An ASI is a lattice of nanomagnets in which long-range interaction between the components produces a geometrically frustrated system. As analogues of otherwise hard-to-study physical phenomena, ASIs have been invaluable, providing insight into areas as diverse as magnetic monopoles and thermodynamics.

Investigations are also motivated by more practical applications, however: magnonic crystals – in which information is encoded in spin waves – could underpin future generations of data storage and processing devices, for example. This potential will only be realized if the nanomagnet constituents of ASI can be manipulated with sufficient reliability and freedom.

Experimental serendipity

The discovery that an MFM can offer the necessary degree of control was made almost by accident. "What prompted our work was stumbling upon a method for injecting domain walls into nanowires when using stronger MFM tips," Gartside explains. "Using overly strong MFM tips by mistake was a good example of a happy accident in the lab leading to some nice results."

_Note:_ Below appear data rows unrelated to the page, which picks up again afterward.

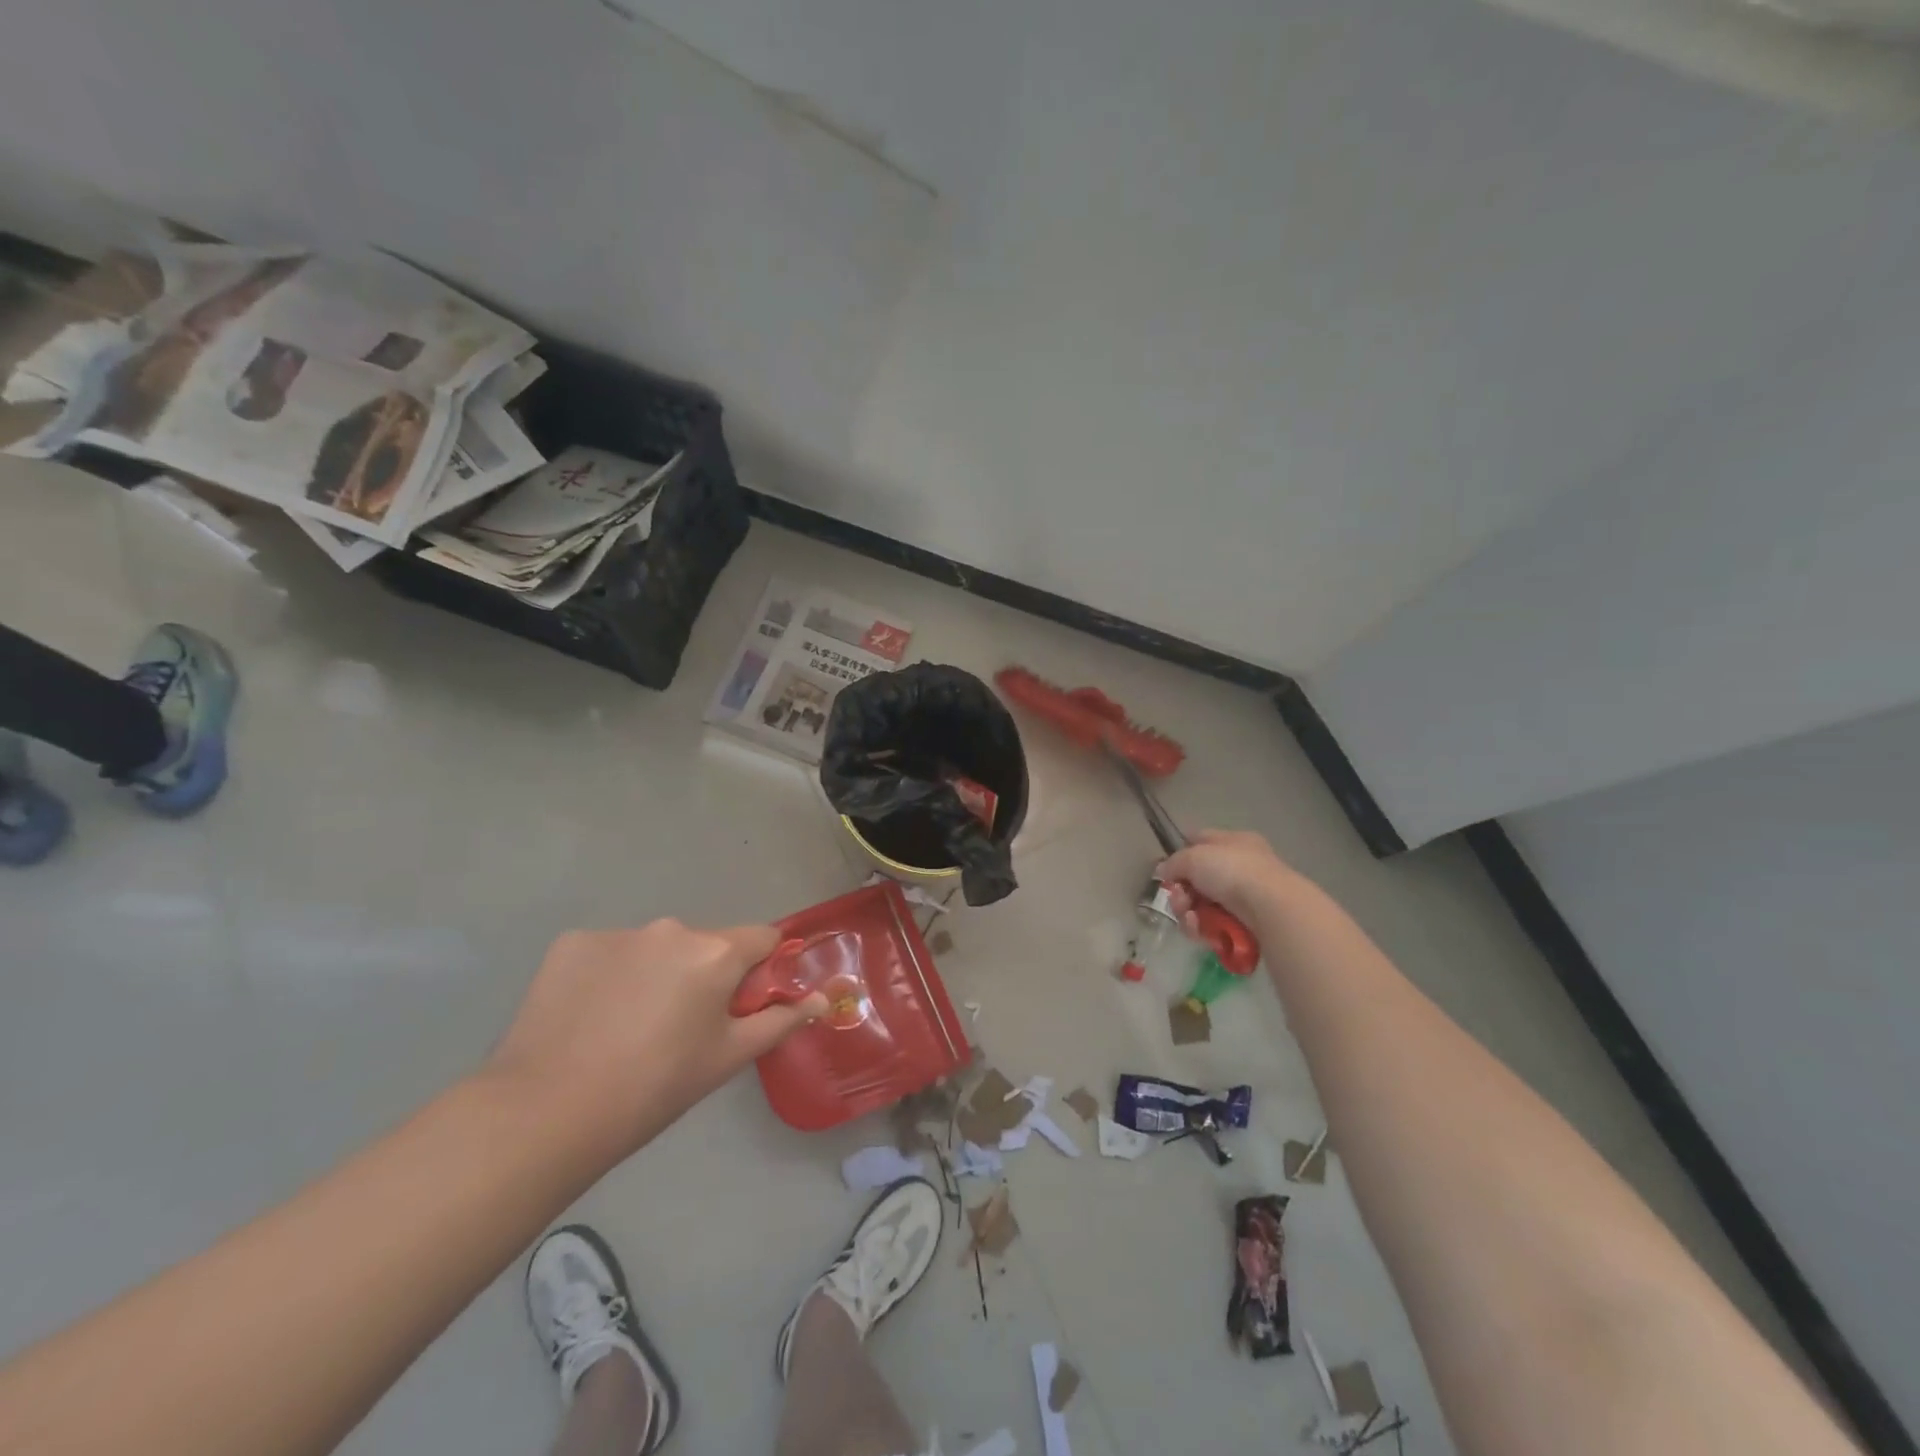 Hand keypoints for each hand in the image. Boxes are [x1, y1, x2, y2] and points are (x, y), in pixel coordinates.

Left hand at [483, 920, 825, 1161]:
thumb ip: (780, 1020)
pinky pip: (609, 952)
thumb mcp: (727, 1058)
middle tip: (681, 1028)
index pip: (762, 937)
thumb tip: (823, 1000)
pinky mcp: (572, 943)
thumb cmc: (655, 1088)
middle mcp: (671, 929)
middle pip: (705, 944)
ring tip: (628, 1027)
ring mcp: (618, 932)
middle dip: (703, 975)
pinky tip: (590, 1017)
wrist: (547, 1112)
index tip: (743, 1003)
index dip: (760, 968)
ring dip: (655, 973)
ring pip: (655, 948)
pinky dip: (610, 975)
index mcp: (715, 952)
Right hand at [1156, 828, 1305, 933]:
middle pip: (1199, 879)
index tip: (1168, 869)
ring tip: (1191, 919)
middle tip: (1179, 901)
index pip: (1201, 840)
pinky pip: (1215, 926)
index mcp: (1234, 842)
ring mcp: (1246, 897)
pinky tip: (1201, 931)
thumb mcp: (1194, 857)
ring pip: (1204, 905)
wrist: (1270, 908)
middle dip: (1182, 892)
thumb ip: (1174, 863)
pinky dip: (1204, 929)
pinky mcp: (1248, 925)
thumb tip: (1164, 871)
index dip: (1182, 853)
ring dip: (1190, 913)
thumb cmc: (1232, 871)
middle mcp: (1241, 867)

That happy accident led the researchers to a technique by which a scanning-probe tip can be made to induce a localized polarity change in a material. Gartside and colleagues found that moving an MFM tip over a nickel–iron (permalloy) nanowire produced a magnetic vortex-like structure in the underlying surface. Subsequently the team found that the vortex injection process can initiate a magnetization reversal of the whole nanowire. It is this recently developed method – which the researchers call topological defect-driven magnetic writing (TMW) – that promises such precise control over the magnetic configuration of ASIs.

Targeted approach

Until now, techniques to reconfigure ASIs have generally relied on large-scale thermal activation and annealing, and on the application of global magnetic fields. Although effective at moving the system from one gross state to another, the lack of specificity in these approaches makes the great majority of microstates inaccessible. More targeted scanning-probe methods have been used with promising results, but still need global fields to work, and may suffer from reduced functionality when adjacent nanowires interact strongly.

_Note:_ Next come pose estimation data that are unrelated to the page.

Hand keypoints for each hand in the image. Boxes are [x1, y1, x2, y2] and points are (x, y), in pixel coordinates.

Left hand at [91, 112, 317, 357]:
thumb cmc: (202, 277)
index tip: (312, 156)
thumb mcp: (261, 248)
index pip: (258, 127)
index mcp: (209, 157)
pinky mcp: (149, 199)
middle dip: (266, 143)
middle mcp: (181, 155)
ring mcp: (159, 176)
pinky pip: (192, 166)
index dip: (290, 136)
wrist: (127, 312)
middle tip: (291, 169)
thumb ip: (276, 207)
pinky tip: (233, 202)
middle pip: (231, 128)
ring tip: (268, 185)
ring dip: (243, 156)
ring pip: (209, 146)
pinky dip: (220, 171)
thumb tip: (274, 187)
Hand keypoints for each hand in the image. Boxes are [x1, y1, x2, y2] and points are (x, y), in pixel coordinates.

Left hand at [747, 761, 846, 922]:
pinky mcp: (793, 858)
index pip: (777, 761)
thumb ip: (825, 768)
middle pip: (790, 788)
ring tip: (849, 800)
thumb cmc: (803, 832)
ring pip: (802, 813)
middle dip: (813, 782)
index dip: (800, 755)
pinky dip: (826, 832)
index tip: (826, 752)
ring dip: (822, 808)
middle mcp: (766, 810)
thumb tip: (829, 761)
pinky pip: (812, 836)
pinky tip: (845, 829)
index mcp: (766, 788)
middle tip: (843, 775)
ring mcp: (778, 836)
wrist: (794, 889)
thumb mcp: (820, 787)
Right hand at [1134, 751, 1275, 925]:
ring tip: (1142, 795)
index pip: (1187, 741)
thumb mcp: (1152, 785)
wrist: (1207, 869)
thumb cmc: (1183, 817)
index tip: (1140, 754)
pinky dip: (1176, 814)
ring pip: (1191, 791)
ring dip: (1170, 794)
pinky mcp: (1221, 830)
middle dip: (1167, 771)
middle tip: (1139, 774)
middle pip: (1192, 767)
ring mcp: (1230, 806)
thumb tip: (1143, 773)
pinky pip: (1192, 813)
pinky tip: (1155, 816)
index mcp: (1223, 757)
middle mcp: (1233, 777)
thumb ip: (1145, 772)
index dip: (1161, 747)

The researchers demonstrated the possibilities afforded by TMW by reversing the direction of selected macrospins in a simple kagome ASI "rosette". This structure, comprising 30 permalloy nanowires of length 1 µm, width 75 nm and thickness 10 nm, has 230 possible microstates, only two of which (one of each chirality) represent the system’s ground states. The likelihood of finding either of these ground states by untargeted methods (thermal activation and annealing, for example) is vanishingly small, but with the ability to repolarize nanowires at will, for Gartside and his team it was an almost trivial task. "It is testament to the power and flexibility of the writing technique that the ground state, previously eluding researchers for years, may now be written to order in an afternoon," says Gartside.

Exotic states

Another kind of state inaccessible to the thermalization technique, but now achieved using TMW, is the class that exhibits negative effective temperatures. This counterintuitive condition is possible because the ability to flip macrospins on demand allows the entropy of an ASI to be minimized even as the overall energy of the system is raised: in classical thermodynamics, adding energy to a system always increases its entropy.

The availability of exotic magnetization configurations will help make ASI even more versatile as a model system for varied physical phenomena, and will likely lead to insights not possible before the development of the TMW method. Gartside, however, is especially excited by the more tangible applications: "Particularly research into reconfigurable magnonic crystals, allowing magnetic networks such as artificial spin ice to be used as magnonic transistors, filters and other processing elements, and also research on training artificial spin ice and related networks to function as hardware neural networks. This is something that the field has wanted to explore for a long time but lacked the writing method to do so. I am also very excited to see what others might decide to do with the technique."